◆ **Task objective**: Go through the lines below and repeat each one exactly, skipping pictures.

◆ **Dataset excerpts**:
------------------------

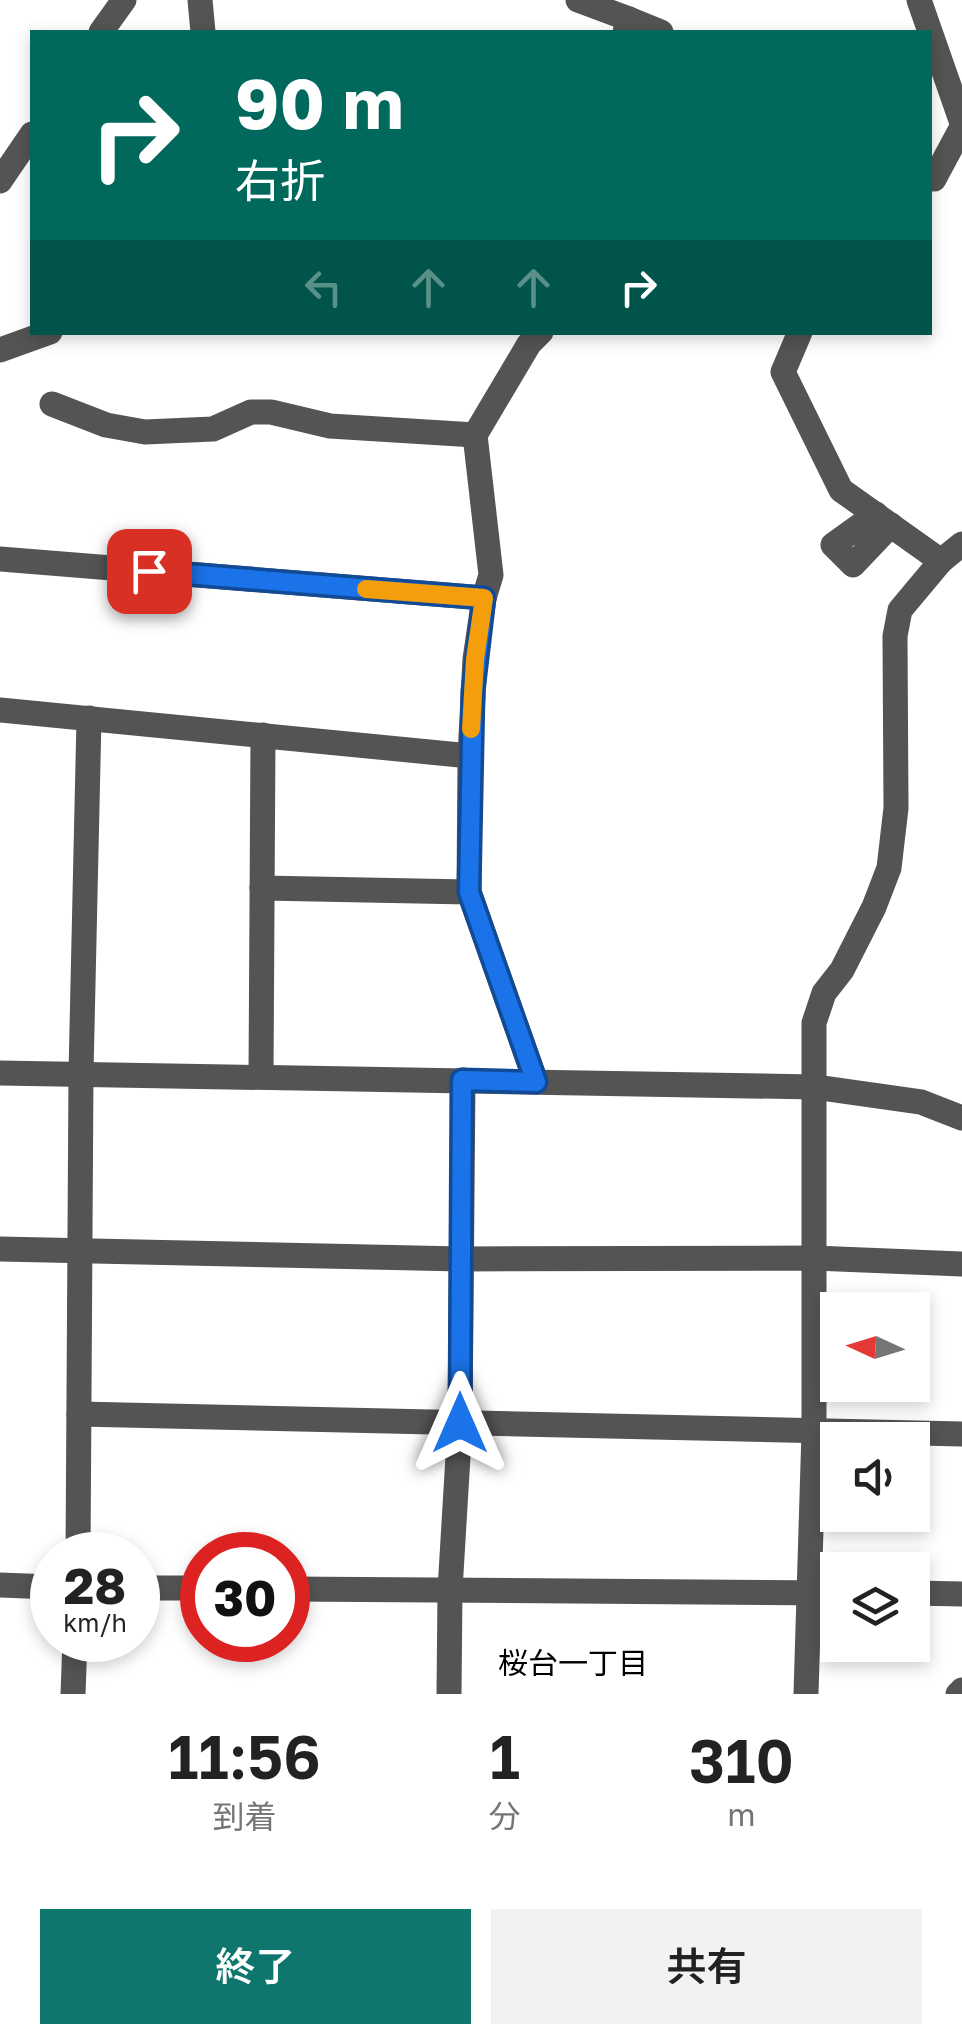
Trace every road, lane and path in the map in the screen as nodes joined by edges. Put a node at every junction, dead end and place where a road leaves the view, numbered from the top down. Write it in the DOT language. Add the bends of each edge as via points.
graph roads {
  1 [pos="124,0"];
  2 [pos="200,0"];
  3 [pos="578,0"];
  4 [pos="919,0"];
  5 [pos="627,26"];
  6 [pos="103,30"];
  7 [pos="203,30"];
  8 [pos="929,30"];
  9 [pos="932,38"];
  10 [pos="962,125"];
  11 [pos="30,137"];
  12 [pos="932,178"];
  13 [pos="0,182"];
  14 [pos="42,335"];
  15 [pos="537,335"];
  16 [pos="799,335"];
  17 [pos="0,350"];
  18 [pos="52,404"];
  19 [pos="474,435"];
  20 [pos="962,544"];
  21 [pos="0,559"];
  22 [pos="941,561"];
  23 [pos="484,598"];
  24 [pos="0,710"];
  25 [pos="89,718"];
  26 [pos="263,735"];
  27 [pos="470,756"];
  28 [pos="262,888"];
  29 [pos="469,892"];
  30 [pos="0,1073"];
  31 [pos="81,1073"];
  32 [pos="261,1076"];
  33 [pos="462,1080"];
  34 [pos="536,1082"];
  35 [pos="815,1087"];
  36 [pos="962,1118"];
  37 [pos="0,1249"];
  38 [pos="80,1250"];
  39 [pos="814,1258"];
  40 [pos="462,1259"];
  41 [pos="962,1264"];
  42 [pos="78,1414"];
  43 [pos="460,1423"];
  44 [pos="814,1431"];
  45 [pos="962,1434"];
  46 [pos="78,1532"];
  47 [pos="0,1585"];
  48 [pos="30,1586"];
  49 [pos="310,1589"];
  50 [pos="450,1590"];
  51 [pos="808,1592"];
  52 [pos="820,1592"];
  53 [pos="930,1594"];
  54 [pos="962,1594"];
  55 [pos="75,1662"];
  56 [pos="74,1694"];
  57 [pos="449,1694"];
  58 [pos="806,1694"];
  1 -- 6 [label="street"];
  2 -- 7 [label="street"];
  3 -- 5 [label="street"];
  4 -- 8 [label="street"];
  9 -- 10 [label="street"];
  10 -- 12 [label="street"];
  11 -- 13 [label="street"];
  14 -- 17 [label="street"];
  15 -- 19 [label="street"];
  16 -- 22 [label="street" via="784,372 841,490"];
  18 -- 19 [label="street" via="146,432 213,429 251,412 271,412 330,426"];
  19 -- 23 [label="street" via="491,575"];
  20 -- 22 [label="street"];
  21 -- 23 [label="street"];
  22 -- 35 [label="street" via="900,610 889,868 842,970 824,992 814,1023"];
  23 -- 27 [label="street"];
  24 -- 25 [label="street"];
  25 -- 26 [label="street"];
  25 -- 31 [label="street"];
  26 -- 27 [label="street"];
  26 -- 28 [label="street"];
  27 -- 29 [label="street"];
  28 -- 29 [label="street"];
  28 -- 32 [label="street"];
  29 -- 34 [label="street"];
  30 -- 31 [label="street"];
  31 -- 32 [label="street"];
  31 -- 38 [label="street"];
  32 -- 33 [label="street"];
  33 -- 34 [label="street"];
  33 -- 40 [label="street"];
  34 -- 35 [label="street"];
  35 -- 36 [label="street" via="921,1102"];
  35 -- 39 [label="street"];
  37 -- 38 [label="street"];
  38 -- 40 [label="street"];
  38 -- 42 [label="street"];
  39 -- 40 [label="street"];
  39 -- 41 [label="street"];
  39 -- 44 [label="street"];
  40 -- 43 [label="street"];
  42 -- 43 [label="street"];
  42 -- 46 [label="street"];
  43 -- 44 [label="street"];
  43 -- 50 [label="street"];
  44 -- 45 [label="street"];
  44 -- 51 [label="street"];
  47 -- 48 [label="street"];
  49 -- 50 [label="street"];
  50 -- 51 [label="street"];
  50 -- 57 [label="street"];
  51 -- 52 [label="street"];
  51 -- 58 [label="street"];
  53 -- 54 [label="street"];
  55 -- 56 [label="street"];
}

------------------------

◆ **Reply to the exercise**:
Trace every road, lane and path in the map in the screen as nodes joined by edges. Put a node at every junction, dead end and place where a road leaves the view, numbered from the top down. Write it in the DOT language. Add the bends of each edge as via points.
graph roads {
  1 [pos="124,0"];
  2 [pos="200,0"];
  3 [pos="578,0"];
  4 [pos="919,0"];
  5 [pos="627,26"];
  6 [pos="103,30"];
  7 [pos="203,30"];
  8 [pos="929,30"];
  9 [pos="932,38"];
  10 [pos="962,125"];
  11 [pos="30,137"];
  12 [pos="932,178"];
  13 [pos="0,182"];
  14 [pos="42,335"];
  15 [pos="537,335"];
  16 [pos="799,335"];
  17 [pos="0,350"];
  18 [pos="52,404"];
  19 [pos="474,435"];
  20 [pos="962,544"];
  21 [pos="0,559"];
  22 [pos="941,561"];
  23 [pos="484,598"];
  24 [pos="0,710"];
  25 [pos="89,718"];
  26 [pos="263,735"];
  27 [pos="470,756"];
  28 [pos="262,888"];
  29 [pos="469,892"];
  30 [pos="0,1073"];
  31 [pos="81,1073"];
  32 [pos="261,1076"];
  33 [pos="462,1080"];
  34 [pos="536,1082"];
  35 [pos="815,1087"];
  36 [pos="962,1118"];
  37 [pos="0,1249"];
  38 [pos="80,1250"];
  39 [pos="814,1258"];
  40 [pos="462,1259"];
  41 [pos="962,1264"];
  42 [pos="78,1414"];
  43 [pos="460,1423"];
  44 [pos="814,1431"];
  45 [pos="962,1434"];
  46 [pos="78,1532"];
  47 [pos="0,1585"];
  48 [pos="30,1586"];
  49 [pos="310,1589"];
  50 [pos="450,1590"];
  51 [pos="808,1592"];
  52 [pos="820,1592"];
  53 [pos="930,1594"];
  54 [pos="962,1594"];
  55 [pos="75,1662"];
  56 [pos="74,1694"];
  57 [pos="449,1694"];
  58 [pos="806,1694"];
  1 -- 6 [label="street"];
  2 -- 7 [label="street"];
  3 -- 5 [label="street"];
  4 -- 8 [label="street"];
  9 -- 10 [label="street"];
  10 -- 12 [label="street"];
  11 -- 13 [label="street"];
  14 -- 17 [label="street"];
  15 -- 19 [label="street"];
  16 -- 22 [label="street" via="784,372 841,490"];
  18 -- 19 [label="street" via="146,432 213,429 251,412 271,412 330,426"];
  19 -- 23 [label="street" via="491,575"];
  20 -- 22 [label="street"];
  21 -- 23 [label="street"];
  22 -- 35 [label="street" via="900,610 889,868 842,970 824,992 814,1023"];
  23 -- 27 [label="street"];
  24 -- 25 [label="street"];
  25 -- 26 [label="street"];
  25 -- 31 [label="street"];
  26 -- 27 [label="street"];
  26 -- 28 [label="street"];
  27 -- 29 [label="street"];
  28 -- 29 [label="street"];
  28 -- 32 [label="street"];
  29 -- 34 [label="street"];
  30 -- 31 [label="street"];
  31 -- 32 [label="street"];
  31 -- 38 [label="street"];
  32 -- 33 [label="street"];
  33 -- 34 [label="street"];
  33 -- 40 [label="street"];
  34 -- 35 [label="street"];
  35 -- 36 [label="street" via="921,1102"];
  35 -- 39 [label="street"];
  37 -- 38 [label="street"];
  38 -- 40 [label="street"];
  38 -- 42 [label="street"];
  39 -- 40 [label="street"];
  39 -- 41 [label="street"];
  39 -- 44 [label="street"];
  40 -- 43 [label="street"];
  42 -- 43 [label="street"];
  42 -- 46 [label="street"];
  43 -- 44 [label="street"];
  43 -- 50 [label="street"];
  44 -- 45 [label="street"];
  44 -- 51 [label="street"];
  47 -- 48 [label="street"];
  49 -- 50 [label="street"];
  50 -- 51 [label="street"];
  50 -- 57 [label="street"];
  51 -- 52 [label="street"];
  51 -- 58 [label="street"];
  53 -- 54 [label="street"];
  55 -- 56 [label="street"];
}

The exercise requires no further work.